What to work on:
Go through the entries one line at a time, and gather every line that has the word "Цэнтральная".

Information below:

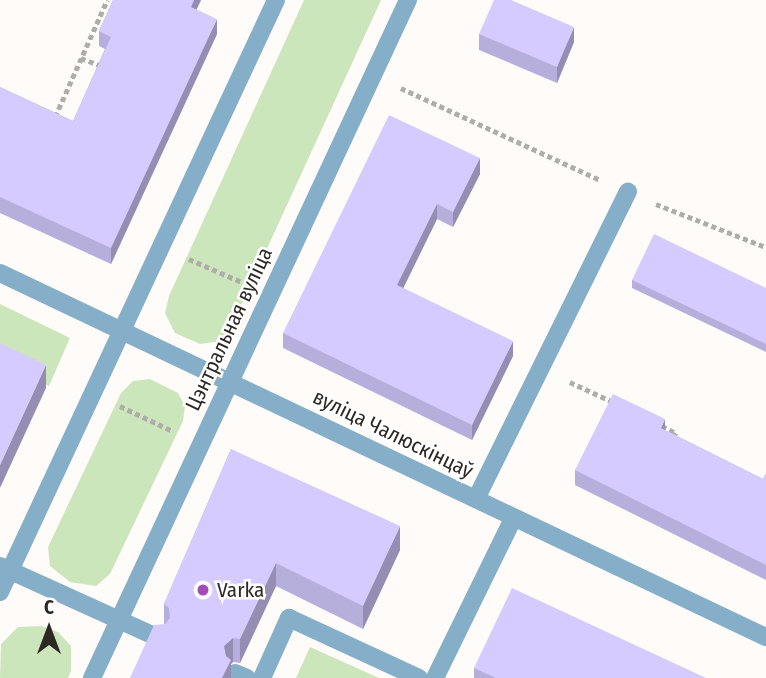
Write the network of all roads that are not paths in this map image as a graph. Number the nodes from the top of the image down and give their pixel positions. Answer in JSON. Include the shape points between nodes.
{"nodes":[{"id":1,"x":276,"y":0,"type":"edge"},
{"id":2,"x":408,"y":0,"type":"edge"},
{"id":3,"x":628,"y":192,"type":"road end"},
{"id":4,"x":0,"y":273,"type":"edge"},
{"id":5,"x":122,"y":330,"type":"junction"},
{"id":6,"x":230,"y":382,"type":"junction"},
{"id":7,"x":476,"y":499,"type":"junction"},
{"id":8,"x":514,"y":517,"type":"junction"},
{"id":9,"x":5,"y":568,"type":"edge"},
{"id":10,"x":0,"y":592,"type":"edge"},
{"id":11,"x":119,"y":620,"type":"junction"},
{"id":12,"x":766,"y":637,"type":"edge"},
{"id":13,"x":159,"y":638,"type":"edge"},
{"id":14,"x":92,"y":678,"type":"edge"},
{"id":15,"x":262,"y":678,"type":"edge"},
{"id":16,"x":419,"y":678,"type":"edge"},
{"id":17,"x":435,"y":678,"type":"edge"}],
"edges":[{"from":1,"to":5,"type":"street"},
{"from":2,"to":6,"type":"street","name":"Цэнтральная вуліца"},
{"from":3,"to":7,"type":"street"},
{"from":4,"to":5,"type":"street","name":"вуліца Чалюскінцаў"},
{"from":5,"to":6,"type":"street","name":"вуліца Чалюскінцаў"},
{"from":5,"to":9,"type":"street"},
{"from":6,"to":7,"type":"street","name":"вуліца Чалюскінцаў"},
{"from":6,"to":11,"type":"street","name":"Цэнтральная вуліца"},
{"from":7,"to":8,"type":"street","name":"вуліца Чалюскінцаў"},
{"from":8,"to":12,"type":"street","name":"вуліца Чалюскінцаў"},
{"from":8,"to":17,"type":"street"},
{"from":9,"to":10,"type":"street"},
{"from":9,"to":11,"type":"street"},
{"from":11,"to":13,"type":"street"},
{"from":11,"to":14,"type":"street","name":"Цэнтральная вуліца"},
{"from":15,"to":16,"type":"street","via":[[289,618]]}]}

End of Information.

Answer to this problem:
{"from":2,"to":6,"type":"street","name":"Цэнтральная вуліца"},
{"from":6,"to":11,"type":"street","name":"Цэнтральная вуліца"},
{"from":11,"to":14,"type":"street","name":"Цэнтральная вуліца"},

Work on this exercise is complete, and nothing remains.